I wonder who invented the word intrigue. It is a good word. Better than crystal (or chrystal – you chose) I think though it is unfair of me to make comparisons. It’s the old apples and pears argument. Like for like. Eye for an eye, tooth for a tooth though you might be at a disadvantage if you had no teeth. Or at an advantage maybe. The preference for particular words is very subjective or, for those struggling with the difference between subjectivity and objectivity, highly personal. That’s what I think anyway.

I quite like the fact that you can play with words. Also I’ve just noticed that I’ve spilled some natural yoghurt down the front of my jumper. I often do that sort of thing. There’s any number of ties I’ve ruined because of it. It’s one of the reasons I don’t wear ties. That and because I’m a reb. I have also, I regretfully must admit, ruined a fair few good shirts by spilling curry down them. Curry stains are a nightmare to get rid of. As bad as red wine if not worse. At least with red wine there are actions you can take in real time to minimise the damage like covering the stain with salt or pouring white wine onto it. I’m not a big fan of the latter. Why waste more good wine when you have already wasted some of the red.

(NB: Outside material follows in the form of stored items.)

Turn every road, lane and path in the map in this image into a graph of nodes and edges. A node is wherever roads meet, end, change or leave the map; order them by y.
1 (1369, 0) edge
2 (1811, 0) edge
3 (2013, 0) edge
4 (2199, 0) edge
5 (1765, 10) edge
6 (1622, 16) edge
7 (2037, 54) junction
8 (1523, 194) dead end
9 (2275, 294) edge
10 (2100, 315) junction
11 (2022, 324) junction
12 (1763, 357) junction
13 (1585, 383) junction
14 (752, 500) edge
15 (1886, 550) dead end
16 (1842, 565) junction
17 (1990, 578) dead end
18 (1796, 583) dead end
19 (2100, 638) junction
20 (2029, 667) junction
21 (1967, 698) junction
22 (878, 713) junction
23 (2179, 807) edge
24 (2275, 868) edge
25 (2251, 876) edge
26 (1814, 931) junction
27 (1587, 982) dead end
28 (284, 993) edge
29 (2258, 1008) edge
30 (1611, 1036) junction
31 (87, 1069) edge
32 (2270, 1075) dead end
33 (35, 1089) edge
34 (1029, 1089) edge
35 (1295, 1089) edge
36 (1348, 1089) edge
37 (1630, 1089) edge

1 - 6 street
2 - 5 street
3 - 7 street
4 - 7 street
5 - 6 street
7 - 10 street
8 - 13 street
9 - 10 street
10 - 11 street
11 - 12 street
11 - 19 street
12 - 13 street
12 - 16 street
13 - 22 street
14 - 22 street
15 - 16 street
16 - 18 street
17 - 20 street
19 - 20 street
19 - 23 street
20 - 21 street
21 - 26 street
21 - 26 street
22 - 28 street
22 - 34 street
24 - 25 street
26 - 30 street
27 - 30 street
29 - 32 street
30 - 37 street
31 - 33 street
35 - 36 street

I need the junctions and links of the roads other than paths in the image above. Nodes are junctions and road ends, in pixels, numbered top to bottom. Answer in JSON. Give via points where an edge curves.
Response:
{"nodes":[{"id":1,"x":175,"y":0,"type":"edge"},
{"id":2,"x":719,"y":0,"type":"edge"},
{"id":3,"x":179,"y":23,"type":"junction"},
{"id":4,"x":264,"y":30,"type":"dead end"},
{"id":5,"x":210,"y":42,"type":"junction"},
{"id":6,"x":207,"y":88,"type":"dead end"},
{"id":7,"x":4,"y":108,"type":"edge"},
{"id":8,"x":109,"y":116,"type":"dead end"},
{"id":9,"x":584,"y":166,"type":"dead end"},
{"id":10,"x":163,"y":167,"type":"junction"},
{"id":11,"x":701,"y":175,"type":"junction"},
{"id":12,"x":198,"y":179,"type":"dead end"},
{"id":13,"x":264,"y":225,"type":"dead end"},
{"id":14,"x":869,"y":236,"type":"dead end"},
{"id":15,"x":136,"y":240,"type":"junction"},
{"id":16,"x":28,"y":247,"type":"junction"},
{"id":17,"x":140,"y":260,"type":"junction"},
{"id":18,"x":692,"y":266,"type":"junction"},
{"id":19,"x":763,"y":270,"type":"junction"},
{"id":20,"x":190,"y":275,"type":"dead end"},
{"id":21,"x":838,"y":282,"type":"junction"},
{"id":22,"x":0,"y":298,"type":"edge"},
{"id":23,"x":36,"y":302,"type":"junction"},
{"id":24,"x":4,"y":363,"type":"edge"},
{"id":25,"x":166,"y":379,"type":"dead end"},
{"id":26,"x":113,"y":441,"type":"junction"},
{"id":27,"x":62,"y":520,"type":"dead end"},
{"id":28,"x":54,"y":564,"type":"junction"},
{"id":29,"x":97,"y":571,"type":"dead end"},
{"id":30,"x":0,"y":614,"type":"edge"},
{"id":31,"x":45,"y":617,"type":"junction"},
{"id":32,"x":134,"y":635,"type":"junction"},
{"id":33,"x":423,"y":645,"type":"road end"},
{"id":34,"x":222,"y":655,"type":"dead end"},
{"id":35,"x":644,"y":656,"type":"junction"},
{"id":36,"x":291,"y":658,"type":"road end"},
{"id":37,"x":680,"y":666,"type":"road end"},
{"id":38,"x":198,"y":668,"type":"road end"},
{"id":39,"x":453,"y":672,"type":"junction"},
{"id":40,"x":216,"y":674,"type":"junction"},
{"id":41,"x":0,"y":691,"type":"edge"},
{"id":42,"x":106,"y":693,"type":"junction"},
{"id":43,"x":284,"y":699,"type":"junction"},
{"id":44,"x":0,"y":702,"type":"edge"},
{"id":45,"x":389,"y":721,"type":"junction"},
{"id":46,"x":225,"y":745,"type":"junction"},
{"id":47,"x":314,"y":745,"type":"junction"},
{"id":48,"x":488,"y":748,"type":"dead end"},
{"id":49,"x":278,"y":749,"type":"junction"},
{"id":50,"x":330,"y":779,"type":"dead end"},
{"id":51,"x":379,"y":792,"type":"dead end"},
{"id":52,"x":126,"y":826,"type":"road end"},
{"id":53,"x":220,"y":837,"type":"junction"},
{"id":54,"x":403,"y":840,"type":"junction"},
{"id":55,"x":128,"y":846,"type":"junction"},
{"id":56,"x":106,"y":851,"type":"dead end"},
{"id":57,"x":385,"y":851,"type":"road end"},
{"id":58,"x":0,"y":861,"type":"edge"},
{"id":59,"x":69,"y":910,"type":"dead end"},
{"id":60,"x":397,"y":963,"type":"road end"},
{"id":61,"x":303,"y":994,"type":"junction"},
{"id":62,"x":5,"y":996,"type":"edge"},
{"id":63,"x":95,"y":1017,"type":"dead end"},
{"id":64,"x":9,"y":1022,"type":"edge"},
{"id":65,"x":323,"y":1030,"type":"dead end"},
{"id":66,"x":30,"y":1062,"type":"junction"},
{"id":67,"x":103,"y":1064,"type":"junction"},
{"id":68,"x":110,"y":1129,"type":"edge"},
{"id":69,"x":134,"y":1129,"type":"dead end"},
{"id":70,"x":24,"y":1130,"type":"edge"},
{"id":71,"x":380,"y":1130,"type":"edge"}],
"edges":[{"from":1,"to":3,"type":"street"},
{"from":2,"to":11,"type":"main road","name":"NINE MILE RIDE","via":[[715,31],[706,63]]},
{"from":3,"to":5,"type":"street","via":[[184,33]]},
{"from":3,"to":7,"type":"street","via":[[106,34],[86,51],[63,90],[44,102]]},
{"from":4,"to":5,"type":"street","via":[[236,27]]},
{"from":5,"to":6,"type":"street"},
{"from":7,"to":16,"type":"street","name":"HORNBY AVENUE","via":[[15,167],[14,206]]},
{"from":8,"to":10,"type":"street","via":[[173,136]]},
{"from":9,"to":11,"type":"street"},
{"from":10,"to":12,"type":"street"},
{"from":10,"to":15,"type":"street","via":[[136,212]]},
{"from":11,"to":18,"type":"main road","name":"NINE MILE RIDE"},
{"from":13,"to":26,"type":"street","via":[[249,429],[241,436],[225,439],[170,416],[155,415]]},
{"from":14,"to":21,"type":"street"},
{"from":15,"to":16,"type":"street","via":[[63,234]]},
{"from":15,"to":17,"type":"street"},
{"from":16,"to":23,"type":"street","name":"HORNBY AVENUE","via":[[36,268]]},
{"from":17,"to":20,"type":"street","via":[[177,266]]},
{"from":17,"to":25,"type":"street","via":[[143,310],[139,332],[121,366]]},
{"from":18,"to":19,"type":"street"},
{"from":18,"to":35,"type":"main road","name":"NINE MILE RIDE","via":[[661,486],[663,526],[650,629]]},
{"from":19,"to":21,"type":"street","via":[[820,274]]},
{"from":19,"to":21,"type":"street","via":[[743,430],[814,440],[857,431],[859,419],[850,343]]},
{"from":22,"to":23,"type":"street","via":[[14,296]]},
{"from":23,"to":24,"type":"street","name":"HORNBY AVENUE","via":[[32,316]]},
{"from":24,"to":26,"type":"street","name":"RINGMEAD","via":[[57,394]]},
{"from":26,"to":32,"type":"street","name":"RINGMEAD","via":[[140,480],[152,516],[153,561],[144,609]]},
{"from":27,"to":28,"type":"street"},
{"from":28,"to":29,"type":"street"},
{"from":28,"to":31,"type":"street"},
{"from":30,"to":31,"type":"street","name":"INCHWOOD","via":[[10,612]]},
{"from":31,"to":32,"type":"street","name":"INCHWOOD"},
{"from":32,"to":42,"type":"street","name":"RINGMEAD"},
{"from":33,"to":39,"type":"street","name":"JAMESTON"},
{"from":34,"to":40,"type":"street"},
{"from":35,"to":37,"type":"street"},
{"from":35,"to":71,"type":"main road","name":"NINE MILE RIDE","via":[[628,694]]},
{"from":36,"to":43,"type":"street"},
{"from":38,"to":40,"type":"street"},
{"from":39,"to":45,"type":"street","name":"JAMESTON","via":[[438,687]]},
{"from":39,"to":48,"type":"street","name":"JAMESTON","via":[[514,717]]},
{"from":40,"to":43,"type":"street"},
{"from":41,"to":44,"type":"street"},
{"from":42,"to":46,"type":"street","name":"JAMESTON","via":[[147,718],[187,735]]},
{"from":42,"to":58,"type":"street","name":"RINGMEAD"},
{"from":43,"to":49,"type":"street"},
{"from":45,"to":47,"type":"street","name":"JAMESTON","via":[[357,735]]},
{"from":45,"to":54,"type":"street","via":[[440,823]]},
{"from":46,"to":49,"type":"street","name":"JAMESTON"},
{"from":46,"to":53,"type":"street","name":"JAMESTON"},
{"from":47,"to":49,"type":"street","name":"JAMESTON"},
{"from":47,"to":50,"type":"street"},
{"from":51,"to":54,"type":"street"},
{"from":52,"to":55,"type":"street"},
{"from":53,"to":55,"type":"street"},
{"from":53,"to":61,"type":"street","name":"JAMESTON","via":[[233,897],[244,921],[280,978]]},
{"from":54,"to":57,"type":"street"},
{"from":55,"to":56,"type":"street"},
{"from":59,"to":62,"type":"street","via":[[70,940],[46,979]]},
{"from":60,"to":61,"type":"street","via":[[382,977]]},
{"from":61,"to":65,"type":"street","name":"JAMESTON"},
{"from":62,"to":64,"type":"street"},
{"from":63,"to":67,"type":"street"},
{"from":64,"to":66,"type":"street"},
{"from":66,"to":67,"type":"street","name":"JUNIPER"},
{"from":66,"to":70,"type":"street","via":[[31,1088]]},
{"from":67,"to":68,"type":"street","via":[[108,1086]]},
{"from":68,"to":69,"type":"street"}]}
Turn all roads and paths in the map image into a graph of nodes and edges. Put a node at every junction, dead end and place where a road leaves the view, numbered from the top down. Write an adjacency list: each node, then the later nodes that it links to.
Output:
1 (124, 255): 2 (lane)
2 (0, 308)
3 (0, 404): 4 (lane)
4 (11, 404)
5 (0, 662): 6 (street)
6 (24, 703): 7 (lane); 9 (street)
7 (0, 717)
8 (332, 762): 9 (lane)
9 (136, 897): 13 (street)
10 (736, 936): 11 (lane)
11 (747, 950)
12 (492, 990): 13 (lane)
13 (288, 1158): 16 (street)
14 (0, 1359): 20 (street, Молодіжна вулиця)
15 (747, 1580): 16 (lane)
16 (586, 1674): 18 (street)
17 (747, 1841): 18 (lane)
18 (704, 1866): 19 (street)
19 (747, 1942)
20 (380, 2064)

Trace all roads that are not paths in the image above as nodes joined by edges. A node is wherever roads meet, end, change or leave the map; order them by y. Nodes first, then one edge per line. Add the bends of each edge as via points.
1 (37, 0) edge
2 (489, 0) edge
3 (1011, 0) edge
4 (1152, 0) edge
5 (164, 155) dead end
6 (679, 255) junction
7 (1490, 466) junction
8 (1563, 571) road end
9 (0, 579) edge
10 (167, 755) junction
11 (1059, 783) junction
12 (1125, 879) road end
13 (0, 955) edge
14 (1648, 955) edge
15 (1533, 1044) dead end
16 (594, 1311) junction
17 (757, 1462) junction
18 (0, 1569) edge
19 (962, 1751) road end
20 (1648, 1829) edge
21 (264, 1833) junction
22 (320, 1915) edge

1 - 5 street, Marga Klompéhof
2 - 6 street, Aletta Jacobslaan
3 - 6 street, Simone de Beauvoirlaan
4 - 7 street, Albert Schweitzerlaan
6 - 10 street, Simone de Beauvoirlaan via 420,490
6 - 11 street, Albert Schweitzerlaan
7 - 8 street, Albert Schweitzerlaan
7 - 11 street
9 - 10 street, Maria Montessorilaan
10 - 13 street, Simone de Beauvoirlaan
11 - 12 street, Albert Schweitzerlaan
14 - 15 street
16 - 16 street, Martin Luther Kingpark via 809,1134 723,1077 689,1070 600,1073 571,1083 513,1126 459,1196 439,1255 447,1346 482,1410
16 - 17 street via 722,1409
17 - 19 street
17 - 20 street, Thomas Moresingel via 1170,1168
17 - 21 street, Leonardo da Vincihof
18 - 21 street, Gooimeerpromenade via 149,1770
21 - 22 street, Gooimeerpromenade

I realise that neither wine is guaranteed to have been good but I am assuming that for the most part any person or persons intelligent enough to read this book will know their wines. I prefer red to white myself but it’s horses for courses. Innit? In all fairness to you you could be simply experimenting with wine for the first time though this I doubt very much (wink wink). There is also the scenario that you don’t want to pay the rip off prices they charge for wines in restaurants and in any case it almost doesn’t matter what sort of wine it is if you are eating curry. You should be on lager with curry anyway.

Curry is a particular fave of mine though I wouldn’t want it all the time. You have to ring the changes. Have a bit of variety in your life. Try a light chicken salad with some fresh lettuce and tomatoes from the garden. You should consider a French dressing or maybe just a simple balsamic vinegar and olive oil mix.

You really do get what you pay for with balsamic vinegar btw. There’s a lot of rubbish out there. Investing in some good stuff will be worthwhile. It’s the same for a lot of things I suppose though nothing particularly springs to mind. Nothing jumps out of the page at me, grabs my tie, pulls me towards it and says to my face “use me as an example”. Couldn’t anyway because as you already know I don’t wear ties.

That isn’t to say I don’t wear bow ties. I quite like bow ties. Distinctive. I’ve got a few and none of them have any curry, gravy or red wine stains on them for obvious reasons. You will need to work that one out for yourself. This is not kindergarten, or nursery school as it is more likely to be called here in Lincoln (Lincolnshire). Grabbing my bow tie would be a lot harder. You would probably find yourself scrabbling around trying to get a grip. There is also a fair probability that the tie would just undo itself and come away in your hands. That wouldn’t provide the assertive effect you were after in trying to grab the tie in the first place. You would look a bit stupid and maybe even find yourself backing away a bit sheepishly, letting the tie drop to the floor before turning and fleeing as fast as your pathetic feet can carry you. Loser.

Getting quite the aggressive one there aren’t I? Well sometimes things just snap inside. You say to yourself “that’s it, enough is enough, I can’t take any more of this drivel.” Yea well that is simply just how it is. Like it or lump it.